Monday, June 16, 2025

THE DEVIL

One of the great comedic lines of all times was that from Flip Wilson who used to explain his failings and shortcomings by asserting “The devil made me do it.” It always, always got a laugh no matter how often we, the audience, had heard that line. Why? As with all humor, there is always a sense of truth. It is said that when we find something in another that makes us laugh, we are really laughing at ourselves.

Like Flip, there is not a one of us who has not done something for which we were later or even immediately chagrined. We wondered how we could have been so foolish, so stupid, so selfish. How could we have done such a thing, said such words? The pain for our foolishness could have been eliminated or at least alleviated if we could have blamed it all on the devil.

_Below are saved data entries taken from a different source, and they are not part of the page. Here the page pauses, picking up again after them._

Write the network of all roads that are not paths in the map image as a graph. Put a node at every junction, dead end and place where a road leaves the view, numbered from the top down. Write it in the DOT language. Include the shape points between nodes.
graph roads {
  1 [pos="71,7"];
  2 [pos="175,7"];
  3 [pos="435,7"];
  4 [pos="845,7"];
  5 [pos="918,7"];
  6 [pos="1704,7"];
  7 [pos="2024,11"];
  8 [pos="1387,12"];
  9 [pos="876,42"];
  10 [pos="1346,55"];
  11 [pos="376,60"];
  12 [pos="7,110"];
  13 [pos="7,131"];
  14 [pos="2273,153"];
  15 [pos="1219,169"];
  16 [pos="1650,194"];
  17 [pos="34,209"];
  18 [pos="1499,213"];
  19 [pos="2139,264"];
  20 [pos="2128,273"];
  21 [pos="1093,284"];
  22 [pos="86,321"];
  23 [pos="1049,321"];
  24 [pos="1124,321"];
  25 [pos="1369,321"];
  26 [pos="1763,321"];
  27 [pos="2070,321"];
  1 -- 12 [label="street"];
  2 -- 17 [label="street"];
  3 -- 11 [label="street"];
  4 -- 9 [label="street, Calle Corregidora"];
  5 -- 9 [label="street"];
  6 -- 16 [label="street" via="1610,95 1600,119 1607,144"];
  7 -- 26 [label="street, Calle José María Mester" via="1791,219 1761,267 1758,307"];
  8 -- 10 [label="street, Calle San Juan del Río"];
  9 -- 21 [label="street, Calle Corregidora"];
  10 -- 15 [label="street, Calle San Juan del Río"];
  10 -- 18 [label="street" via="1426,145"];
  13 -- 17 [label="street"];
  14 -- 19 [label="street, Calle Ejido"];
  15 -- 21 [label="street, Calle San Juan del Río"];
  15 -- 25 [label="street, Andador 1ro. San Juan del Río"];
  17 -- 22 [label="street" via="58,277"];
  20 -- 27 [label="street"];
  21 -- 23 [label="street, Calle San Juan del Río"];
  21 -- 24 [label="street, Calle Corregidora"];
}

Like Flip, sometimes we did. In our imagination we pictured this evil-looking creature, fork in hand, fire blazing from his mouth, who forced us to do that which we now rue. Of course we knew better. Nevertheless, there was and is and always will be that need to try to pass the buck, or at least some part of the buck of blame onto someone else. The devil is always and easily that scapegoat.

Yet, no one and nothing, the devil included, can make us do that which we know we should not. The devil is not the cause of or reason for our sins and offenses. We are. However, the truth is that we need the devil. We need that figure in our imagination who prods and pushes us to say and do that which we know we should not. We need that reminder that sin, evil, selfishness is simply the absence of good.

And is not that what the devil is for us: a creature, however we imagine him to be, that personifies all that is bad, all that is wrong, evil incarnate? No good can possibly come from the devil and thus, we reason, all bad somehow must originate with the devil. Thus, whenever we take stock of our sins, we go back to whence they obviously began: the devil. Laying the blame for our sinfulness at the feet of the devil quickly follows.

It makes for a good laugh when we try, a good laugh all around. If we tried Flip’s line on another, they laughed. They didn’t even have to say, “Get serious!” If we tried that line on ourselves, we laughed even harder even as we truly wished we could blame someone, anyone, even the devil.

And yet we need the devil even if we don’t believe in the actual existence of a devil, of Satan. We need the reminder of how powerful the absence of good really is. Nazi Germany, Muslim fanatics, a crazy man with a Glock are examples of the devil at work, examples of what power the absence of good has and the evil that it can do.

There is evil in this world, lots of it. We are reminded of it every day, sadly. But the doer-of-evil, the devil, is not figment of our imagination or some outside force trying to control us. The devil is in each one of us yearning to get out and have his way with us. We are the devil whenever we do evil and we have no one else to blame but ourselves.